_What the task asks_:
Please reproduce each line of the data below exactly as shown.

** Opening Dataset content block **

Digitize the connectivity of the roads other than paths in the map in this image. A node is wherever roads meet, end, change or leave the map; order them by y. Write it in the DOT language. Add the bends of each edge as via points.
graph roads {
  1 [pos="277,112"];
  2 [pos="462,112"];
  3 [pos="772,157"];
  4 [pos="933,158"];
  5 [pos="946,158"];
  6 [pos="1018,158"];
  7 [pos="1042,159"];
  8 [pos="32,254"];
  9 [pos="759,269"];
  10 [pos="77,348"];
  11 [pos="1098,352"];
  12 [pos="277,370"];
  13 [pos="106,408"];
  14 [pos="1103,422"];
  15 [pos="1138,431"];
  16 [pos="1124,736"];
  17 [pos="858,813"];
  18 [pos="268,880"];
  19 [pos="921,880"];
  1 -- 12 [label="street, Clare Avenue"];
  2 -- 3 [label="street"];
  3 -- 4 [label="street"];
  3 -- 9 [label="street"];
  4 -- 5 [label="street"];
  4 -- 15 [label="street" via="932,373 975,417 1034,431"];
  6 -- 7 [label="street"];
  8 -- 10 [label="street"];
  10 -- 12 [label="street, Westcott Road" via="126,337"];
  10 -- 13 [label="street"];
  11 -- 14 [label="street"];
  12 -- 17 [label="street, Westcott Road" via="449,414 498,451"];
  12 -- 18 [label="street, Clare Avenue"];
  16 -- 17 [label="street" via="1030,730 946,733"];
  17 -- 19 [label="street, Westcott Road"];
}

** Closing Dataset content block **

_Problem solution_:
Digitize the connectivity of the roads other than paths in the map in this image. A node is wherever roads meet, end, change or leave the map; order them by y. Write it in the DOT language. Add the bends of each edge as via points.
graph roads {
  1 [pos="277,112"];
  2 [pos="462,112"];
  3 [pos="772,157"];
  4 [pos="933,158"];
  5 [pos="946,158"];
  6 [pos="1018,158"];
  7 [pos="1042,159"];
  8 [pos="32,254"];
  9 [pos="759,269"];
  10 [pos="77,348"];
  11 [pos="1098,352"];
  12 [pos="277,370"];
  13 [pos="106,408"];
  14 [pos="1103,422"];
  15 [pos="1138,431"];
  16 [pos="1124,736"];
  17 [pos="858,813"];
  18 [pos="268,880"];
  19 [pos="921,880"];
  1 -- 12 [label="street, Clare Avenue"];
  2 -- 3 [label="street"];
  3 -- 4 [label="street"];
  3 -- 9 [label="street"];
  4 -- 5 [label="street"];
  4 -- 15 [label="street" via="932,373 975,417 1034,431"];
  6 -- 7 [label="street"];
  8 -- 10 [label="street"];
  10 -- 12 [label="street, Westcott Road" via="126,337"];
  10 -- 13 [label="street"];
  11 -- 14 [label="street"];
  12 -- 17 [label="street, Westcott Road" via="449,414 498,451"];
  12 -- 18 [label="street, Clare Avenue"];
  16 -- 17 [label="street" via="1030,730 946,733"];
  17 -- 19 [label="street, Westcott Road"];
}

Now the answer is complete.